I absolutely loved this book. Certainly made me cry. I read it in short few years after she had passed away. I am so thankful that I got to meet her sisters and wow what a testimony they had. My Nana was such a inspiration this book holds so much truth to what she went through as a young girl to turn into such an incredible, inspirational woman. When I got done with the book all I wanted to do was to hug her. Although I heard her story from her sisters years prior to the book. It doesn’t quite hit like reading it for yourself. Such an incredible book
3- Because I didn't enjoy reading this book at all. I'm amazed that Grubb is still standing and still hopeful when her memoir reads like a litany of terrors. Grubb endured every hardship, abuse, and deprivation possible to endure as a kid growing up in the US in the 1960s. It's all super horrifying! The best year of her childhood was the one she spent dumped in an orphanage with one of her sisters. The book includes some of her poetry, and is written in very simple prose.
I read this book as a favor to a good friend who said, "You have to read it; this is just what I grew up with". The further I read, the more horrified I became at what the author and my friend had to endure. And the more it made me wonder who I might know right now who is going through the same sort of unspeakable tortures. This book is an abrupt, breathtaking eye-opener.

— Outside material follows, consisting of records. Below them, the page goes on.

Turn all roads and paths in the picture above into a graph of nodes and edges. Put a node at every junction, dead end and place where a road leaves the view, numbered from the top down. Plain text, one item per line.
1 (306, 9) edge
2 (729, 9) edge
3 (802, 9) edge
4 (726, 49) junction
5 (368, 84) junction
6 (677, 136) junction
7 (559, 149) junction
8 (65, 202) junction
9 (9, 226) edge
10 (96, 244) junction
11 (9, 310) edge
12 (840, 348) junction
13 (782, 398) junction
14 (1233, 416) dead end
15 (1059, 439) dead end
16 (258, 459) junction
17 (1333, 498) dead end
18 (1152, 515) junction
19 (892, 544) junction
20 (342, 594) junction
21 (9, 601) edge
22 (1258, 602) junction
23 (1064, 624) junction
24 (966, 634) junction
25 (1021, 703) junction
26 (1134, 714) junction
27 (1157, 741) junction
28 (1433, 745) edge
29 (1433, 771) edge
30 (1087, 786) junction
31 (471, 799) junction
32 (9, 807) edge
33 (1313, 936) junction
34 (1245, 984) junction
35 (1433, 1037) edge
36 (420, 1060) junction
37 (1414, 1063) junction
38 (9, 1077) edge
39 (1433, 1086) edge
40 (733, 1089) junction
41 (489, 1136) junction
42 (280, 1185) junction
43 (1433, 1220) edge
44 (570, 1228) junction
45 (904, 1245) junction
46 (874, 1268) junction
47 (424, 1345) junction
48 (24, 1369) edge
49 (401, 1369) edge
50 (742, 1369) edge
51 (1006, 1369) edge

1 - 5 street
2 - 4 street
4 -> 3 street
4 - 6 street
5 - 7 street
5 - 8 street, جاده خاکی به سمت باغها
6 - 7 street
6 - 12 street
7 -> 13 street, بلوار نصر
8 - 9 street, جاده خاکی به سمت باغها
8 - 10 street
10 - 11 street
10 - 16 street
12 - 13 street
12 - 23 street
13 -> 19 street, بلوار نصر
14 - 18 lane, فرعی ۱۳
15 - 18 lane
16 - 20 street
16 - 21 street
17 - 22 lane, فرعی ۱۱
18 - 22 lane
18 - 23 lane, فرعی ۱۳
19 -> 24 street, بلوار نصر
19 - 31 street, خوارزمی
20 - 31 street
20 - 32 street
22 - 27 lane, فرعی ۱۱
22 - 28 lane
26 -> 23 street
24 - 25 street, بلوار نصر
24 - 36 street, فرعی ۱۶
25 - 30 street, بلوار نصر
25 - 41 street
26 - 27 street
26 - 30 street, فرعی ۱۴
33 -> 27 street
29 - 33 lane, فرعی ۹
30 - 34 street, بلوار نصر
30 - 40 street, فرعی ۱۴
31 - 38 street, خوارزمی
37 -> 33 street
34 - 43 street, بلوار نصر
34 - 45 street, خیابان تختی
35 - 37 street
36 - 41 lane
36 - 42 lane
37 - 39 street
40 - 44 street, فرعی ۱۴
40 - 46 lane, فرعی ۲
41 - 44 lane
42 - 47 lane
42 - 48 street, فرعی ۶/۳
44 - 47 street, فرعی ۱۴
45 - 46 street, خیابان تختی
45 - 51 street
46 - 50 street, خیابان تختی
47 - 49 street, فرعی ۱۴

I spotted this book at the library a while ago and eyed it for months before finally taking the plunge. I suspected that it would be really sad (it is), make me feel depressed (it did), but still be worth the read (it was). This is a book that the author clearly needed to write as part of her healing process, and I'm thankful that she's been so open and vulnerable.
So disturbing...can't stop thinking about this book and these (real life) people. I cried with Frances several times. I think more touching also to listen to the author's voice tell her own story with the audio version. Be warned, if you have a heart you will not get away from this story unscathed...
WOW! Disturbing to even think that there are people that actually live like this and neglect the children around them so terribly. This story is controversial; it might realign some strong beliefs for a few readers. It's definitely a story that will linger in my mind for a good while.
This was a hard book to read. My heart broke so many times while I was reading it. I cannot imagine the courage these kids had to have to survive. Thank God for His holding Fran and her family in His hand. A special prayer for Kathrine.
This book will tug at your heart! Be sure your heart is prepared for the gut wrenching emotion before reading. This woman's childhood was a hard one. But I am so thankful she survived to tell her story.
Oh, but for the grace of God! I’m grateful that He knows our names and rescues us from the pit of despair. For the children, the many Fran’s, including myself, who endured the wrath of their father, this book was written to bring you freedom. Bravo, Fran. This one will remain in my heart.
On the one hand, I hated to say that I really liked it. I hated all that the author endured at the hands of a tyrannical father. On the other hand, the author's life demonstrates the manner God is able to bring people thru horrendous events and bring them to Himself.
Easily one of my favorites! I found this book accidentally, under the bookshelf of the bookshop and figured it was fate so I bought it— and am sure glad I did! I love the narrative style and the scene details. Makes me feel I'm one of the siblings going through the same journey.